ルネサスは、資金調達の手法として、銀行などからの追加借り入れ、公募増資、ライツオファリング(新株予約権を無償で割り当てた既存株主の株式取得によって資金を得る増資手法)、第三者割当増資を候補として検討。これらの中から、必要な資金・資本を確実かつ迅速に得るために、第三者割当増資を選択した。
赤尾氏は、「国内外の複数の投資家を割当候補先として検討を進め、2012年春ごろから、いくつかの割当候補先から具体的な出資提案を受けた。中でも、産業革新機構と顧客企業8社のコンソーシアムによる出資提案は、必要な多額の資金を一括して確実かつ迅速に調達できる点、割当予定先との事業シナジーの点で優れていた」と説明する。
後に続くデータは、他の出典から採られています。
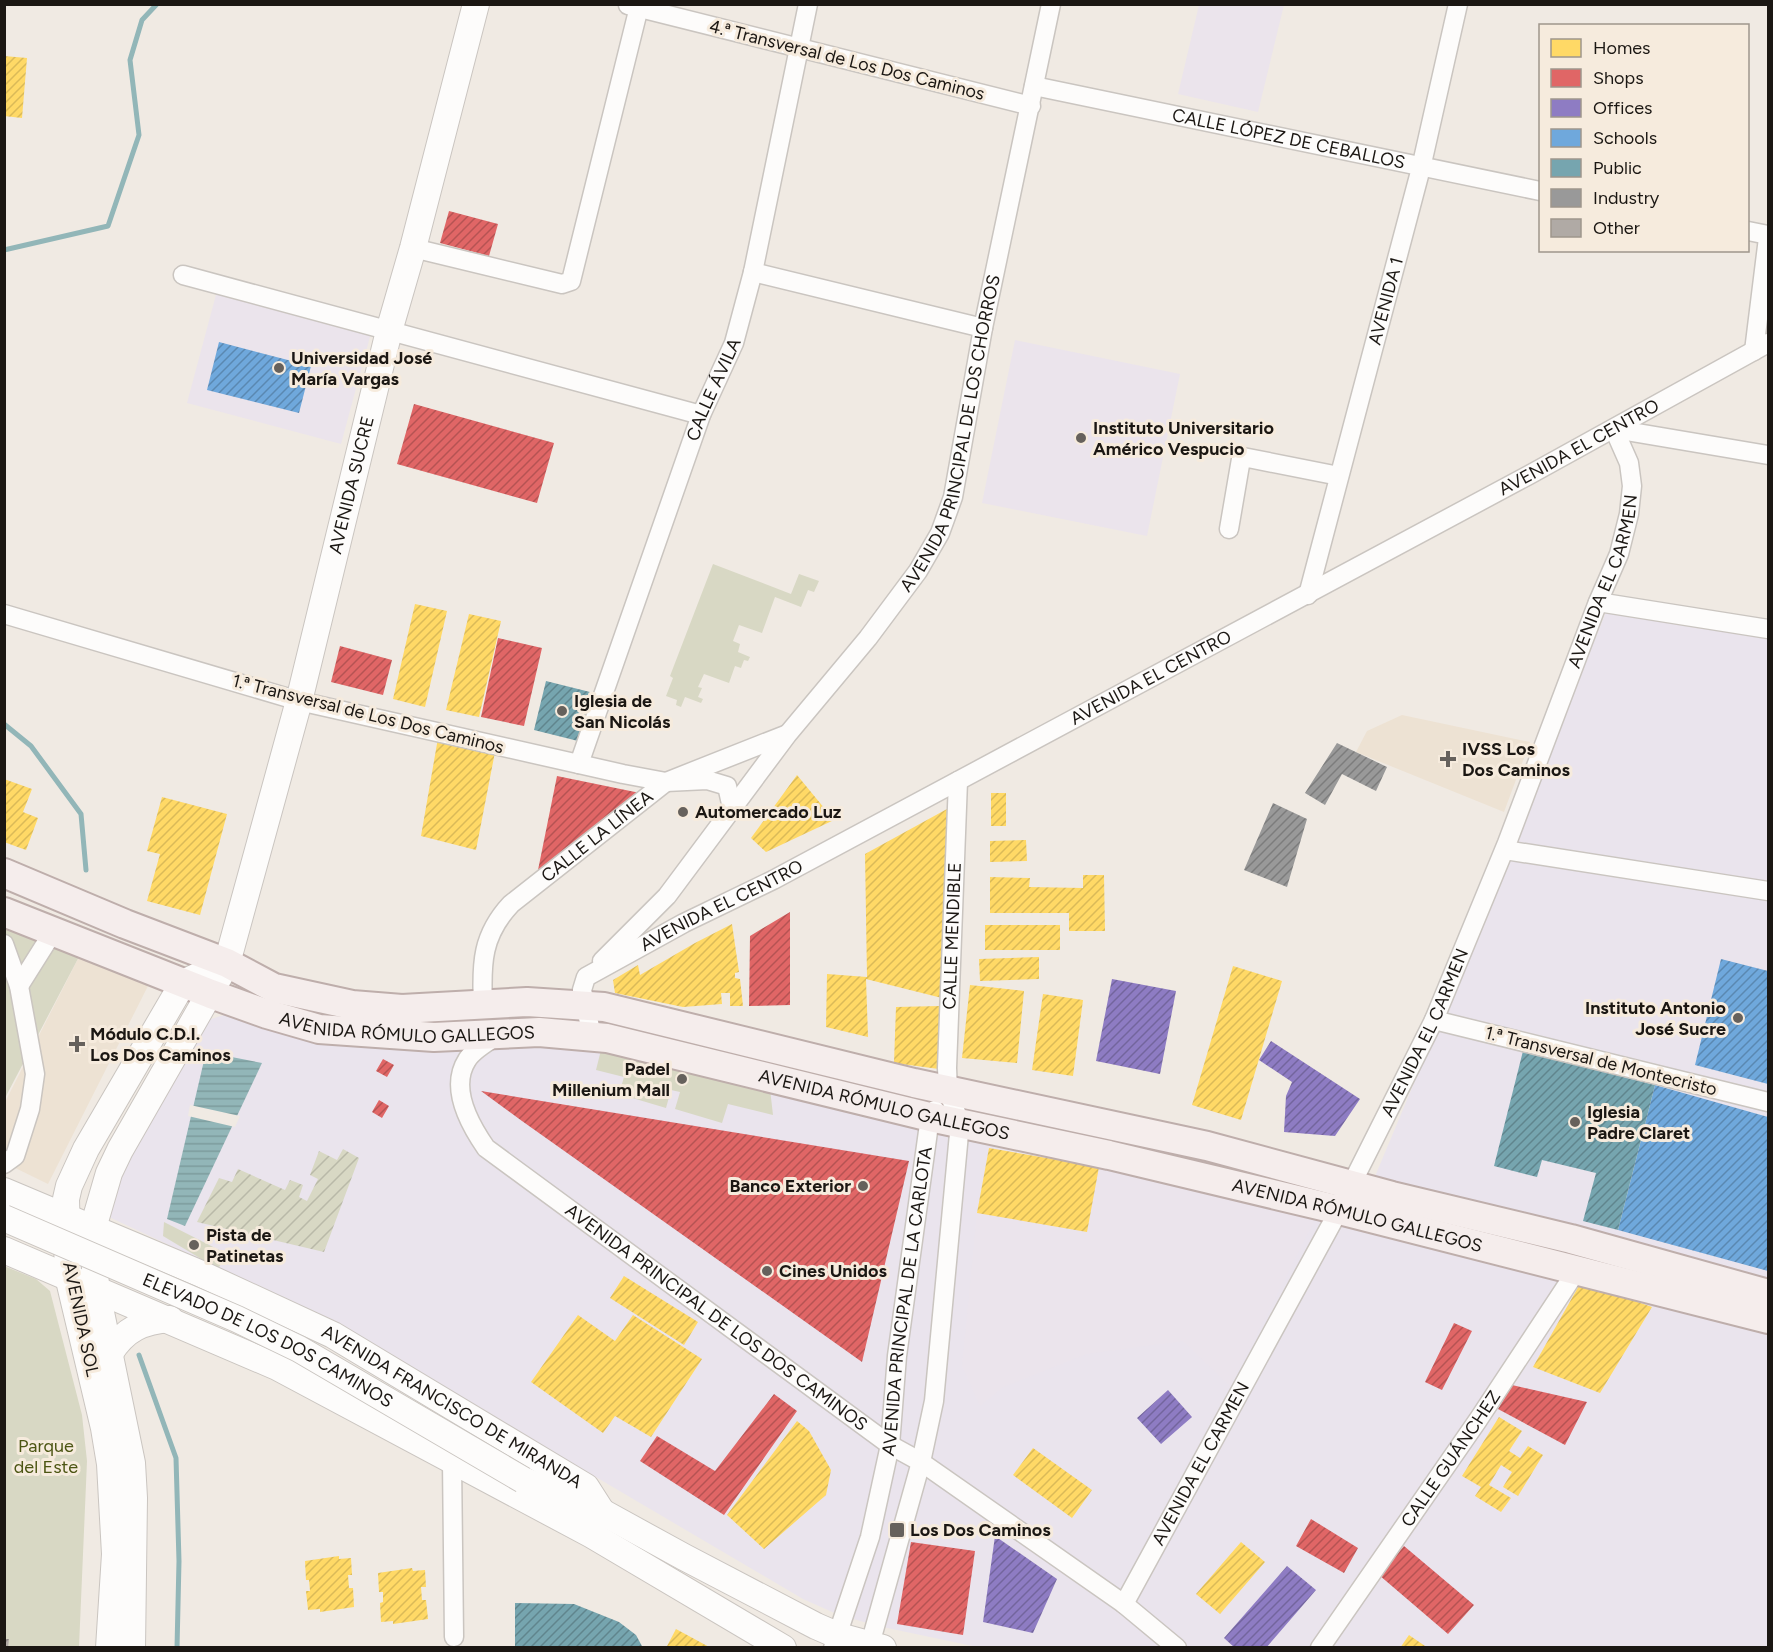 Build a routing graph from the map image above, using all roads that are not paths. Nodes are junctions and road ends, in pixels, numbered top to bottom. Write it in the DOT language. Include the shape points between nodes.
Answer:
graph roads {
  1 [pos="476,4"];
  2 [pos="808,4"];
  3 [pos="1052,4"];
  4 [pos="1458,4"];
  5 [pos="633,6"];
  6 [pos="799,48"];
  7 [pos="1034,86"];
  8 [pos="1031,106"];
  9 [pos="1421,168"];
  10 [pos="1539,191"];
  11 [pos="1749,231"];
  12 [pos="1768,236"];
  13 [pos="413,248"];
  14 [pos="753,272"];
  15 [pos="183,275"];
  16 [pos="983,328"];
  17 [pos="389,331"];
  18 [pos="1761,347"];
  19 [pos="701,415"];
  20 [pos="1614,429"];
  21 [pos="1768,455"];
  22 [pos="1339,476"];
  23 [pos="1229,529"];
  24 [pos="1308,595"];
  25 [pos="1598,602"];
  26 [pos="4,614"];
  27 [pos="1768,629"];
  28 [pos="299,701"];
  29 [pos="787,735"];
  30 [pos="579,764"];
  31 [pos="958,781"];
  32 [pos="666,782"];
  33 [pos="732,808"];
  34 [pos="1505,850"];
  35 [pos="4,873"];
  36 [pos="1768,891"];
  37 [pos="667,896"];
  38 [pos="4,912"];
  39 [pos="684,923"];
  40 [pos="636,927"];
  41 [pos="53,932"];
  42 [pos="651,941"];
  43 [pos="4,944"];
  44 [pos="227,963"];
  45 [pos="183,983"];
  46 [pos="19,986"];
  47 [pos="585,990"];
  48 [pos="211,994"];
  49 [pos="483,1005"];
  50 [pos="1434,1020"];
  51 [pos="501,1033"];
  52 [pos="592,1036"];
  53 [pos="948,1091"];
  54 [pos="1768,1102"];
  55 [pos="930,1116"];
  56 [pos="960,1123"];
  57 [pos="4,1164"];
  58 [pos="1351,1184"];
  59 [pos="12,1195"];
  60 [pos="1339,1210"];
  61 [pos="4,1218"];
  62 [pos="66,1218"];
  63 [pos="93,1228"];
  64 [pos="9,1252"];
  65 [pos="1577,1270"];
  66 [pos="198,1273"];
  67 [pos="68,1276"];
  68 [pos="96,1288"];
  69 [pos="1768,1294"];
  70 [pos="1768,1319"];
  71 [pos="174,1321"];
  72 [pos="110,1353"];
  73 [pos="890,1444"];
  74 [pos="452,1461"];
  75 [pos="921,1462"];
  76 [pos="523,1480"];
  77 [pos="602,1512"];
  78 [pos="592,1535"];
  79 [pos="1124,1604"];
  80 [pos="454,1637"];
  81 [pos="836,1641"];
  82 [pos="874,1646"];
  83 [pos="110,1647"];
  84 [pos="132,1647"];
  85 [pos="783,1647"];
  86 [pos="1177,1647"];
  87 [pos="1320,1647"];
  1 -- 13 [label="main road, AVENIDA SUCRE"];
  2 -- 6 [label="street, CALLE ÁVILA"];
  3 -- 7 [label="street, AVENIDA PRINCIPAL DE LOS CHORROS"];
  4 -- 9 [label="street, AVENIDA 1"];
  5 -- 6 [label="street, 4.ª Transversal de Los Dos Caminos"];
  5 -- 13 [label="street" via="571,280 562,284"];
  6 -- 8 [label="street, 4.ª Transversal de Los Dos Caminos"];
  6 -- 14 [label="street, CALLE ÁVILA"];
  7 -- 8 [label="street, AVENIDA PRINCIPAL DE LOS CHORROS"];
  7 -- 9 [label="street, CALLE LÓPEZ DE CEBALLOS"];
  8 -- 16 [label="street, AVENIDA PRINCIPAL DE LOS CHORROS"];
  9 -- 10 [label="street, CALLE LÓPEZ DE CEBALLOS"];
  9 -- 22 [label="street, AVENIDA 1"];
  11 -- 12 [label="street"];
  12 -- 18 [label="street"];
  13 -- 17 [label="main road, AVENIDA SUCRE"];
  14 -- 16 [label="street"];
  14 -- 19 [label="street, CALLE ÁVILA" via="734,343"];
  15 -- 17 [label="street"];
  16 -- 29 [label="street, AVENIDA PRINCIPAL DE LOS CHORROS" via="953,497 940,533 918,571 868,638"];
  17 -- 19 [label="street"];
  17 -- 28 [label="main road, AVENIDA SUCRE"];
  18 -- 20 [label="street, AVENIDA EL CENTRO"];
  19 -- 30 [label="street, CALLE ÁVILA"];
  20 -- 21 [label="street"];
  20 -- 24 [label="street, AVENIDA EL CENTRO"];
  20 -- 25 [label="street, AVENIDA EL CARMEN" via="1629,463 1632,486 1619,554"];
  22 -- 23 [label="street" via="1240,459"];
  22 -- 24 [label="street, AVENIDA 1"];
  24 -- 31 [label="street, AVENIDA EL CENTRO"];
  25 -- 27 [label="street"];
  25 -- 34 [label="street, AVENIDA EL CARMEN"];
  26 -- 28 [label="street, 1.ª Transversal de Los Dos Caminos"];
  28 -- 30 [label="street, 1.ª Transversal de Los Dos Caminos"];
  28 -- 44 [label="main road, AVENIDA SUCRE"];
  29 -- 32 [label="street, CALLE LA LÍNEA"];
  29 -- 33 [label="street, AVENIDA PRINCIPAL DE LOS CHORROS"];
  30 -- 32 [label="street, 1.ª Transversal de Los Dos Caminos"];
  31 -- 39 [label="street, AVENIDA EL CENTRO"];
  31 -- 53 [label="street, CALLE MENDIBLE"];
  32 -- 33 [label="street" via="718,782 727,786"];
  32 -- 49 [label="street, CALLE LA LÍNEA" via="497,919 484,951"];
  33 -- 37 [label="street, AVENIDA PRINCIPAL DE LOS CHORROS"];
  34 -- 36 [label="street"];
  34 -- 50 [label="street, AVENIDA EL CARMEN"];
  35 -- 44 [label="main road, AVENIDA RÓMULO GALLEGOS"];
  37 -- 39 [label="street" via="662,911 664,920"];
  37 -- 40 [label="street, AVENIDA PRINCIPAL DE LOS CHORROS"];
  38 -- 41 [label="main road, AVENIDA RÓMULO GALLEGOS"];
  39 -- 42 [label="street, AVENIDA EL CENTRO"];
  40 -- 42 [label="street" via="639,937"];
  40 -- 47 [label="street, AVENIDA PRINCIPAL DE LOS CHORROS"];
  41 -- 45 [label="main road, AVENIDA RÓMULO GALLEGOS"];
  41 -- 46 [label="street"];
  42 -- 47 [label="street, AVENIDA EL CENTRO"];
  43 -- 46 [label="street"];
  44 -- 45 [label="main road"];
  44 -- 48 [label="main road, AVENIDA SUCRE"];
  44 -- 49 [label="main road, AVENIDA RÓMULO GALLEGOS" via="274,988 352,1005 402,1009"];
  45 -- 48 [label="main road, AVENIDA RÓMULO GALLEGOS"];
  45 -- 62 [label="main road, AVENIDA SOL" via="86,1149 69,1186"];
  46 -- 57 [label="street" via="35,1074 30,1109 15,1156"];
  47 -- 49 [label="main road, AVENIDA RÓMULO GALLEGOS"];
  47 -- 52 [label="street"];
  47 -- 53 [label="main road, AVENIDA RÓMULO GALLEGOS"];
  48 -- 51 [label="main road, AVENIDA RÓMULO GALLEGOS" via="319,1029 434,1037"];
  48 -- 63 [label="main road, AVENIDA SOL" via="120,1150"];
  50 -- 54 [label="street, 1.ª Transversal de Montecristo"];
  50 -- 58 [label="street, AVENIDA EL CARMEN"];
  51 -- 52 [label="main road, AVENIDA RÓMULO GALLEGOS"];
  51 -- 73 [label="street, AVENIDA PRINCIPAL DE LOS DOS CAMINOS" via="467,1060 462,1077 464,1108 486,1148"];
  52 -- 55 [label="main road, AVENIDA RÓMULO GALLEGOS"];
  53 -- 55 [label="street, AVENIDA PRINCIPAL DE LA CARLOTA"];
  53 -- 56 [label="street, AVENIDA PRINCIPAL DE LA CARLOTA"];
  53 -- 58 [label="main road, AVENIDA RÓMULO GALLEGOS" via="1207,1146"];
  55 -- 56 [label="main road, AVENIDA RÓMULO GALLEGOS"];
  55 -- 73 [label="street, AVENIDA PRINCIPAL DE LA CARLOTA" via="897,1356"];
  56 -- 60 [label="main road, AVENIDA RÓMULO GALLEGOS"];
  56 -- 75 [label="street, AVENIDA PRINCIPAL DE LA CARLOTA" via="934,1401"];
  58 -- 60 [label="street, AVENIDA EL CARMEN"];
  58 -- 69 [label="main road, AVENIDA RÓMULO GALLEGOS"];
  59 -- 62 [label="main road, AVENIDA FRANCISCO DE MIRANDA"];
  59 -- 64 [label="main road" via="40,1208 54,1227 48,1240"];
  60 -- 65 [label="main road, AVENIDA RÓMULO GALLEGOS"];
  60 -- 79 [label="street, AVENIDA EL CARMEN"];
  61 -- 76 [label="main road, ELEVADO DE LOS DOS CAMINOS, bridge" via="299,1349"];
  62 -- 63 [label="main road, AVENIDA FRANCISCO DE MIRANDA"];
  62 -- 67 [label="main road, AVENIDA SOL"];
  63 -- 66 [label="main road, AVENIDA FRANCISCO DE MIRANDA"];
  63 -- 68 [label="main road, AVENIDA SOL"];
  64 -- 67 [label="main road"];
  65 -- 70 [label="main road, AVENIDA RÓMULO GALLEGOS"];
  65 -- 87 [label="street, CALLE GUÁNCHEZ"];
  66 -- 71 [label="main road" via="176,1272 167,1284"];
  66 -- 77 [label="main road, AVENIDA FRANCISCO DE MIRANDA" via="333,1335 586,1487"];
  67 -- 68 [label="main road"];
  67 -- 83 [label="main road, AVENIDA SOL" via="110,1464 115,1554"];
  68 -- 71 [label="main road"];
  68 -- 72 [label="main road, AVENIDA SOL"];
  71 -- 72 [label="main road" via="153,1320 138,1325"];
  71 -- 74 [label="main road" via="277,1367"];
  72 -- 84 [label="main road, AVENIDA SOL" via="132,1463"];
  73 -- 75 [label="street, AVENIDA PRINCIPAL DE LOS DOS CAMINOS"];
  73 -- 81 [label="street, AVENIDA PRINCIPAL DE LA CARLOTA" via="870,1537"];
  74 -- 78 [label="main road"];
  74 -- 80 [label="street"];
  75 -- 79 [label="street, AVENIDA PRINCIPAL DE LOS DOS CAMINOS"];
  75 -- 82 [label="street, AVENIDA PRINCIPAL DE LA CARLOTA"];
  76 -- 77 [label="main road, ELEVADO DE LOS DOS CAMINOS"];
  76 -- 78 [label="main road, ELEVADO DE LOS DOS CAMINOS"];
  77 -- 81 [label="main road, AVENIDA FRANCISCO DE MIRANDA"];
  78 -- 85 [label="main road"];
  79 -- 86 [label="street, AVENIDA PRINCIPAL DE LOS DOS CAMINOS"];
  81 -- 82 [label="main road, AVENIDA FRANCISCO DE MIRANDA"];
}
産業革新機構の能見氏は、報道陣との質疑応答の中で、「日本の国富を増進させるために発足した産業革新機構にとって、半導体産業の構造改革は大きなテーマの1つだ。その中で、ルネサスとは2年以上にわたって、断続的にさまざまな協議を進めてきた。報道の中で、他の投資ファンド(編集部注記:米国投資ファンドのKKR)の関与について名前が挙がっているようだが、それは産業革新機構とルネサスの間で協議してきた2年以上という長いプロセスの中での1コマ過ぎない」と、ルネサスとの関係性を強調した。
出資完了後の新たな経営体制については、「成長戦略を進めるには明確なリーダーシップが必要になるだろう。議決権は産業革新機構が3分の2以上を有することになるが、基本的な事業のかじ取りは経営を担う方に任せたい」(能見氏)とした。また同氏は、産業革新機構による投資期間について、「他の出資案件と同様に5〜7年程度を想定している」と回答した。役員の派遣については、「出資後の初期段階は産業革新機構の影響力を出せるレベルの数を派遣する」(同氏)という。
さらに産業革新機構は、今回の1500億円の出資に加えて、「M&Aなどの大規模投資案件に対応するため」(能見氏)、500億円を追加出資することも検討している。
赤尾氏は、「産業革新機構からは、さらなる固定費の削減を求められており、人員削減などを含めた追加の合理化策を検討している。具体策は今後、産業革新機構などと協議していくことになる」と述べている。